How far will people go to avoid boredom?
According to University of Virginia researcher Timothy Wilson and his colleagues, far enough that many of us are willing to shock ourselves out of boredom — literally.
Rather than be alone with their thoughts for 6 to 15 minutes, many of Wilson’s subjects chose to give themselves a mild electric shock to break up the monotony.
For corporate training pros, there’s good and bad news here. The bad news is that people get bored easily, and bored learners lead to poor learning outcomes. The good news? Learners, simply by virtue of being human, are constantly looking for some excuse — any excuse — to be engaged.
And therein lies the opportunity for learning and development professionals. Learners want to be engaged.
So how do you engage a group of eager learners? In a word, gamification.
Karl App, co-author of The Gamification of Learning and Instruction: Theory into Practice, uses Poll Everywhere to gamify his presentations. Here’s how you can do the same.
Gamifying conflict resolution with a Q&A activity
Create a list of five scenarios in which conflict is the dominating theme, asking learners how they would defuse the situation with a poll activity.
A multiple choice poll would do the trick here. Or, you could take it up a notch with an open-ended question — or even use a Q&A to let learners upvote the best answers.
Gaming, of course, implies a prize. The obvious choice is a prize for the answer with the most upvotes, or a cumulative prize for the person with the most points over each of the five scenarios (with a points system determined by you beforehand).
Software training with an open-ended activity
With every new software tool comes a learning curve. Whether your accounting team has adopted new tax software or your DevOps team is learning the ins and outs of a new project management system, it’ll take some time to get to the proficiency levels needed to see real productivity gains.
A training seminar is the perfect way to standardize practices and make sure everyone is on a level playing field.
Again, use gamification to create competition.
List a set of challenges starting from a basic skills level (“Find and fill out form 443-B for customer Keanu Reeves) to advanced (“Find the total deductions for Worldwide Organization X based on Forms 2-B and 4-A”), again using a points system to tally the day’s results. Use a sliding scale: award a few points for the easier exercises, and more for the challenging stuff.
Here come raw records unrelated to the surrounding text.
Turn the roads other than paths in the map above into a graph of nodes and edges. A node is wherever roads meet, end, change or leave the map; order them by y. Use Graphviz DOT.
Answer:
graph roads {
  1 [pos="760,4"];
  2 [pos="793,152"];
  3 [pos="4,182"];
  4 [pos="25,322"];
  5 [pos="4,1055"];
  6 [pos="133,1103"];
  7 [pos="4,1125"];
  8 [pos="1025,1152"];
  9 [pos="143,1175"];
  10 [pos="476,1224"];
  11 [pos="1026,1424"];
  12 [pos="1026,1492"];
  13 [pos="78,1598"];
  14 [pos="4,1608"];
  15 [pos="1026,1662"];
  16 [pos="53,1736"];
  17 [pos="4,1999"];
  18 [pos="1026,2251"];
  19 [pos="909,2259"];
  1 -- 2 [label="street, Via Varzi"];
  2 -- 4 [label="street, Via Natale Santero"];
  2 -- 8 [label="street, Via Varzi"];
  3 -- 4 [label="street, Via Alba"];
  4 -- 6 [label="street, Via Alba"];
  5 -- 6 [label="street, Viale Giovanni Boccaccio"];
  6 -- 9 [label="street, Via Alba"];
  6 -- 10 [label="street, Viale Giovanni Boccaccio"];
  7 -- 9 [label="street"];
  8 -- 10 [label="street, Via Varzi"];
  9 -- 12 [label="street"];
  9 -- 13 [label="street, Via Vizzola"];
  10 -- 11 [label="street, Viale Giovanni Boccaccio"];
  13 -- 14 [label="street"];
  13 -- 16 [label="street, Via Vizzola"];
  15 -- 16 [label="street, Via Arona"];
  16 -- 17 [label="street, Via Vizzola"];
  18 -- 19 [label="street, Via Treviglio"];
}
Here, too, you can use polling to make things simpler: just have attendees reply to a Poll Everywhere activity with their name as soon as they complete the exercise to keep track of who finished when.
Strategic business planning in small groups
For training events or seminars that cover multiple days, you have a little room to get creative. Looking for new revenue streams or budget-cutting initiatives? Break your audience into groups, challenging them to come up with new ways to improve the bottom line.
Depending on your time constraints, you may want to allow an hour for this, or you may ask teams to get together in their off-hours to submit their best plan the following day. If possible, be ready to estimate the amount of revenue generated or saved (obviously this will be a very rough estimate), awarding the team that saves the most cash the grand prize.
Gamification works because it takes good old human nature into account. We are all kids at heart, and we love to play. So it’s no surprise that we learn best when we’re having fun. That it leads to better learning outcomes is just the cherry on top.
I’ll leave you with the words of Karl Kapp, gamification expert and Poll Everywhere enthusiast:
“Just as many industries benefited from the principles of industrial design, and interface design, and experience design…smart businesses and industries will quickly learn and adapt the principles of game design (‘or game mechanics’). Game design indeed has broad utility for learning and development, for changing health behaviors, and for motivating at-work behaviors, among other things.”